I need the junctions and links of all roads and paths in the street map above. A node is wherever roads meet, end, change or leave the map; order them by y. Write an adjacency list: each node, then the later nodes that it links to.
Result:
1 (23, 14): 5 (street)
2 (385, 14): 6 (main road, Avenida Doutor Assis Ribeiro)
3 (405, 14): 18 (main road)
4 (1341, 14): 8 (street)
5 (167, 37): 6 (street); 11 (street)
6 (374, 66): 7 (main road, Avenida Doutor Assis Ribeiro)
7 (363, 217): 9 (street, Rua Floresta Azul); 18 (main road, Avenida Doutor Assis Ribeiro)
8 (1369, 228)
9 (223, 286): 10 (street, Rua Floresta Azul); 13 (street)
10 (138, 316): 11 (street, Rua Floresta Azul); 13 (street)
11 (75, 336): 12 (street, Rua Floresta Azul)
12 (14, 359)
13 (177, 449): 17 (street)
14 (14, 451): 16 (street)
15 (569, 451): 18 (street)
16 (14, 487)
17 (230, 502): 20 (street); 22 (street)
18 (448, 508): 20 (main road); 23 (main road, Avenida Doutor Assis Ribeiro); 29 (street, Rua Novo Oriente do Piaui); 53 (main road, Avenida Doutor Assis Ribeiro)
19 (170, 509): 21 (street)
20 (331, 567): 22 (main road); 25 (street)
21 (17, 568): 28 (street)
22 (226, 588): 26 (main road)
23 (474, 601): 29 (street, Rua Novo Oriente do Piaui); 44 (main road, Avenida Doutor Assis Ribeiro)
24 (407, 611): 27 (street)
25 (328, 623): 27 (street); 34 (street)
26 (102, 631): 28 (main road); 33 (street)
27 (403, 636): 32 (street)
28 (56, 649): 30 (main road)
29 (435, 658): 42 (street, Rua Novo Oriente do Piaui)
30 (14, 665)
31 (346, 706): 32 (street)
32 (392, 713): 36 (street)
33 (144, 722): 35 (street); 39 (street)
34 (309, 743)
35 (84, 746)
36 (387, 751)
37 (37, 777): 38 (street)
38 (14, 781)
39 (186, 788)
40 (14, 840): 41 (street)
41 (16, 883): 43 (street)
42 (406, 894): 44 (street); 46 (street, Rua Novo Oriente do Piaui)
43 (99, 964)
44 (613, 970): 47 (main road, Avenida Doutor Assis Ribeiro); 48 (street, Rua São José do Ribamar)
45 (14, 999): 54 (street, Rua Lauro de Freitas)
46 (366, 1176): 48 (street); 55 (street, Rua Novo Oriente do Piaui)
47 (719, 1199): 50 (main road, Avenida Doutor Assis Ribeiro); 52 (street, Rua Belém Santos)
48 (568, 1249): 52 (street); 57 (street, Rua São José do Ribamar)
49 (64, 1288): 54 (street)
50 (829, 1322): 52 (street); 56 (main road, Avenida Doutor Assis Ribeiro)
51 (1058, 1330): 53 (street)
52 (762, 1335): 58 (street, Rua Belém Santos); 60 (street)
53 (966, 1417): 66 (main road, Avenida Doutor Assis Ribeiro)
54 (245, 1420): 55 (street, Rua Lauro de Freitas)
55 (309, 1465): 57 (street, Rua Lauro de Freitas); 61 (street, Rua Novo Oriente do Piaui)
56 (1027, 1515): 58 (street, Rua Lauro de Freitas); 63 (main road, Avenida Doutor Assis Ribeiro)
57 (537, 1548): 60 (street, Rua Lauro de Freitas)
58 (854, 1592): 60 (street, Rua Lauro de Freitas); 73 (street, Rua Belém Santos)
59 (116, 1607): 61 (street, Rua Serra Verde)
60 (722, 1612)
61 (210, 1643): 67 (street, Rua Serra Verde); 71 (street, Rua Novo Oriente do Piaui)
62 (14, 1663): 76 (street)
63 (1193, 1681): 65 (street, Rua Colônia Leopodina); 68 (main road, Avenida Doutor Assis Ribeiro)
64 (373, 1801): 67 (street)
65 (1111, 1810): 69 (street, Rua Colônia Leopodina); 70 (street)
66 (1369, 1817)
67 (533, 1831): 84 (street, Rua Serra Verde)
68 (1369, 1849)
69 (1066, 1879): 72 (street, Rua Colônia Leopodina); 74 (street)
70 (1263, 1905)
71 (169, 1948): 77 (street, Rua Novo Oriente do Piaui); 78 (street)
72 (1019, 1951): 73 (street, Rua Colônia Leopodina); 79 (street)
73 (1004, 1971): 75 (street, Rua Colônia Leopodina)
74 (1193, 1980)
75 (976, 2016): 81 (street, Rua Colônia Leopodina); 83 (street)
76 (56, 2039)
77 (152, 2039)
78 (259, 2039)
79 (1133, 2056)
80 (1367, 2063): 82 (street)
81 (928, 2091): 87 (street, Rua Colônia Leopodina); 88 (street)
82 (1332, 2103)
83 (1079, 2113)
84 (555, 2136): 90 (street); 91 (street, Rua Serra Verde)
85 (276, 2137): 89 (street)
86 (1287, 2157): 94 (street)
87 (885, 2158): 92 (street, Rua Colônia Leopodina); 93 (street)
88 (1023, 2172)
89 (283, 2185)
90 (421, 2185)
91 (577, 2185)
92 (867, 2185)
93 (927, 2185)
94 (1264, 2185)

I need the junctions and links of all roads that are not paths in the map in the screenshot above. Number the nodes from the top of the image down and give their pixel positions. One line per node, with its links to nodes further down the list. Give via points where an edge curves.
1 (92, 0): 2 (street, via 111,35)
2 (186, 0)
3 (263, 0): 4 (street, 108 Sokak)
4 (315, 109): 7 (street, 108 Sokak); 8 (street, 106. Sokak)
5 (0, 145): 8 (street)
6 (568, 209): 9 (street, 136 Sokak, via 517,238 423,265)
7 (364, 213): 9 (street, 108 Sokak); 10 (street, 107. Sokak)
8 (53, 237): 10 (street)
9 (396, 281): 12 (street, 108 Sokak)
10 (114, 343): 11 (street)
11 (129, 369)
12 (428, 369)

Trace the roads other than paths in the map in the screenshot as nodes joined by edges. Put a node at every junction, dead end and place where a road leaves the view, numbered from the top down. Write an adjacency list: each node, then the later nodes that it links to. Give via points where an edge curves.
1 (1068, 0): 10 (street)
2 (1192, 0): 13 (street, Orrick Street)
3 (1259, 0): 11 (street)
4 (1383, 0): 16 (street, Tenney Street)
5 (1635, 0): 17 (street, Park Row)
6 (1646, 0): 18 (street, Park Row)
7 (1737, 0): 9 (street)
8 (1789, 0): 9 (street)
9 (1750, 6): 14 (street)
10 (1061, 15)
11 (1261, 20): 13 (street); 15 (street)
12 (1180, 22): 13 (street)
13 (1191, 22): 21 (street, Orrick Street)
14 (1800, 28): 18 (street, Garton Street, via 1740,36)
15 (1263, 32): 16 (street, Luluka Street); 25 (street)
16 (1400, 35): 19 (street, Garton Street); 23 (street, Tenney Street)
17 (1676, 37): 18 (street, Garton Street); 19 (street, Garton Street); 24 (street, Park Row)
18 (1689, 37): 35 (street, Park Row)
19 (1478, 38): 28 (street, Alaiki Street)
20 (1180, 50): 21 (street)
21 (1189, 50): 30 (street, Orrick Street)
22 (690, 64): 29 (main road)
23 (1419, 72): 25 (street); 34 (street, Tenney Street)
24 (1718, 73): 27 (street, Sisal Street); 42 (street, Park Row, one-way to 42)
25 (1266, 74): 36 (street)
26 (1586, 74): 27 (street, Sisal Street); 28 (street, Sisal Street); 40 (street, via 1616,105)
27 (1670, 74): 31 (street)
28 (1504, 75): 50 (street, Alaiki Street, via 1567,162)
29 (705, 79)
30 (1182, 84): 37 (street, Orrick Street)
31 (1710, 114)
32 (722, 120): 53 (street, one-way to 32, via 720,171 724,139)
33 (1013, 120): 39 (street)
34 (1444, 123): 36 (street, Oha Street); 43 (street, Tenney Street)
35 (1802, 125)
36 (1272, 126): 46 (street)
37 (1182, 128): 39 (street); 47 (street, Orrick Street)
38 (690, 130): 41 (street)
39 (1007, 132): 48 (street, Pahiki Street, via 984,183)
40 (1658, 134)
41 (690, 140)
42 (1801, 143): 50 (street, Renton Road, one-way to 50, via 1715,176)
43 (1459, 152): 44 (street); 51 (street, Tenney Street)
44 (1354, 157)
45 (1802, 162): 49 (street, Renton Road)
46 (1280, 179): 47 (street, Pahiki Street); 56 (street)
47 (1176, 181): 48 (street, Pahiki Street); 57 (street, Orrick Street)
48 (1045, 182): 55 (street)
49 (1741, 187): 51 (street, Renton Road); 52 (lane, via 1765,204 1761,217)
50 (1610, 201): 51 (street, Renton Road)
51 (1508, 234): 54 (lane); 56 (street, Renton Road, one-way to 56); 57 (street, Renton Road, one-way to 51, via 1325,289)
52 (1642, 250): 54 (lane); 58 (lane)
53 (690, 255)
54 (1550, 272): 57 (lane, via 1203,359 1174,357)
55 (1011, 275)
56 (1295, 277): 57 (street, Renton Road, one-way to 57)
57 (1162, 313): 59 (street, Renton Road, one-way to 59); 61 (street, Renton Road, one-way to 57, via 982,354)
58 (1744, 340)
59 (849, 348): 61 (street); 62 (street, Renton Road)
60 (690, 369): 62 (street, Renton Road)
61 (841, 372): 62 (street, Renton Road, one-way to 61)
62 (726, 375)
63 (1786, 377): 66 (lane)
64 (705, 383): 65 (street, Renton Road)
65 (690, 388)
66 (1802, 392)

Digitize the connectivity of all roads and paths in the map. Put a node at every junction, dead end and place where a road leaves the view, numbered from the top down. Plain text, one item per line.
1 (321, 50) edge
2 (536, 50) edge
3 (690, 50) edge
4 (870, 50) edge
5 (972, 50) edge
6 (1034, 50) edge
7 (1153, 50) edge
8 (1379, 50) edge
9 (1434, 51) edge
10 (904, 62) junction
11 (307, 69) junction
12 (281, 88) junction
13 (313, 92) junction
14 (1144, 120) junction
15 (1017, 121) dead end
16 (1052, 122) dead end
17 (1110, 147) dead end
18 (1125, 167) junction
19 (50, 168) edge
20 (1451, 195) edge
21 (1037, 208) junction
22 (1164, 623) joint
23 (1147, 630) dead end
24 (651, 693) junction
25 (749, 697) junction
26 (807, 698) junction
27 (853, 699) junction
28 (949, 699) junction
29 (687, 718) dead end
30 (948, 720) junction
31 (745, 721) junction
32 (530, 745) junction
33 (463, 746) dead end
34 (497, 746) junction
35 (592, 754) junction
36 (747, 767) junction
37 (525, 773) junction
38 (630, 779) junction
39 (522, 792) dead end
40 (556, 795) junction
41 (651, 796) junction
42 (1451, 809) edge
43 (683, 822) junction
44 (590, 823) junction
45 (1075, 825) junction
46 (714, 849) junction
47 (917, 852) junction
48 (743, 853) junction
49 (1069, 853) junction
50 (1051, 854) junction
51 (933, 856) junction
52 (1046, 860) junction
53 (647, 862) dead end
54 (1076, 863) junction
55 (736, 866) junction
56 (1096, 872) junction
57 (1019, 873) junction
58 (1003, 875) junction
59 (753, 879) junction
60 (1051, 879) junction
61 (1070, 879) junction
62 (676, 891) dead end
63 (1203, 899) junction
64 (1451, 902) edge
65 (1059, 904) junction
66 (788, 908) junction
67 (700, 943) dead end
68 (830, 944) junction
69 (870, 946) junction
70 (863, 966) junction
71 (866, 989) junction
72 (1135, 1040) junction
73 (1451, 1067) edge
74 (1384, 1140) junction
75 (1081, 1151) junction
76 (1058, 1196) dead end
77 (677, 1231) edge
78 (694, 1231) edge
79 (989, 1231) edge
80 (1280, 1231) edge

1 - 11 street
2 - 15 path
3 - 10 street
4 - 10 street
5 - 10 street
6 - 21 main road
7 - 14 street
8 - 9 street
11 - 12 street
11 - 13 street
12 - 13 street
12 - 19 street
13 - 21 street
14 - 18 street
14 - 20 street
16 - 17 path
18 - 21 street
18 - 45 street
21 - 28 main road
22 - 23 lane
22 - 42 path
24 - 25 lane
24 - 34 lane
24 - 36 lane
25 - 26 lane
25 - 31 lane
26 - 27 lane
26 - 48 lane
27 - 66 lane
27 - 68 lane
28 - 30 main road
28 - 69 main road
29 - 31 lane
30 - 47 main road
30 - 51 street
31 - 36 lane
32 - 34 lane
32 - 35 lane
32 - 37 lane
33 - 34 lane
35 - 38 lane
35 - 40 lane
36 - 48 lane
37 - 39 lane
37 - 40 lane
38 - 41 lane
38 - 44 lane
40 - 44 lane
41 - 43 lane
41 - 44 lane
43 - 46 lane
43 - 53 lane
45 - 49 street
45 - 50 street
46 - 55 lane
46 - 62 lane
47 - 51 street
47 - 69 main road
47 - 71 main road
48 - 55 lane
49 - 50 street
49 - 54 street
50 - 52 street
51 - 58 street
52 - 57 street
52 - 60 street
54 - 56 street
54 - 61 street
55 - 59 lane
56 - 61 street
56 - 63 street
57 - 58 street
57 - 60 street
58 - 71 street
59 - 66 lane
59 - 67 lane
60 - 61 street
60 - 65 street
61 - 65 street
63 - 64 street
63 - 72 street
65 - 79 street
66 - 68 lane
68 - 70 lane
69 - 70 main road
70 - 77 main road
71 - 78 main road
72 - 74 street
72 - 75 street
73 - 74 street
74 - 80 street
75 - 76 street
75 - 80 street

Instructions for the task -> Which lines above include the string "Serra"? Show them.

Task result ->
59 (116, 1607): 61 (street, Rua Serra Verde)
61 (210, 1643): 67 (street, Rua Serra Verde); 71 (street, Rua Novo Oriente do Piaui)
67 (533, 1831): 84 (street, Rua Serra Verde)
84 (555, 2136): 90 (street); 91 (street, Rua Serra Verde)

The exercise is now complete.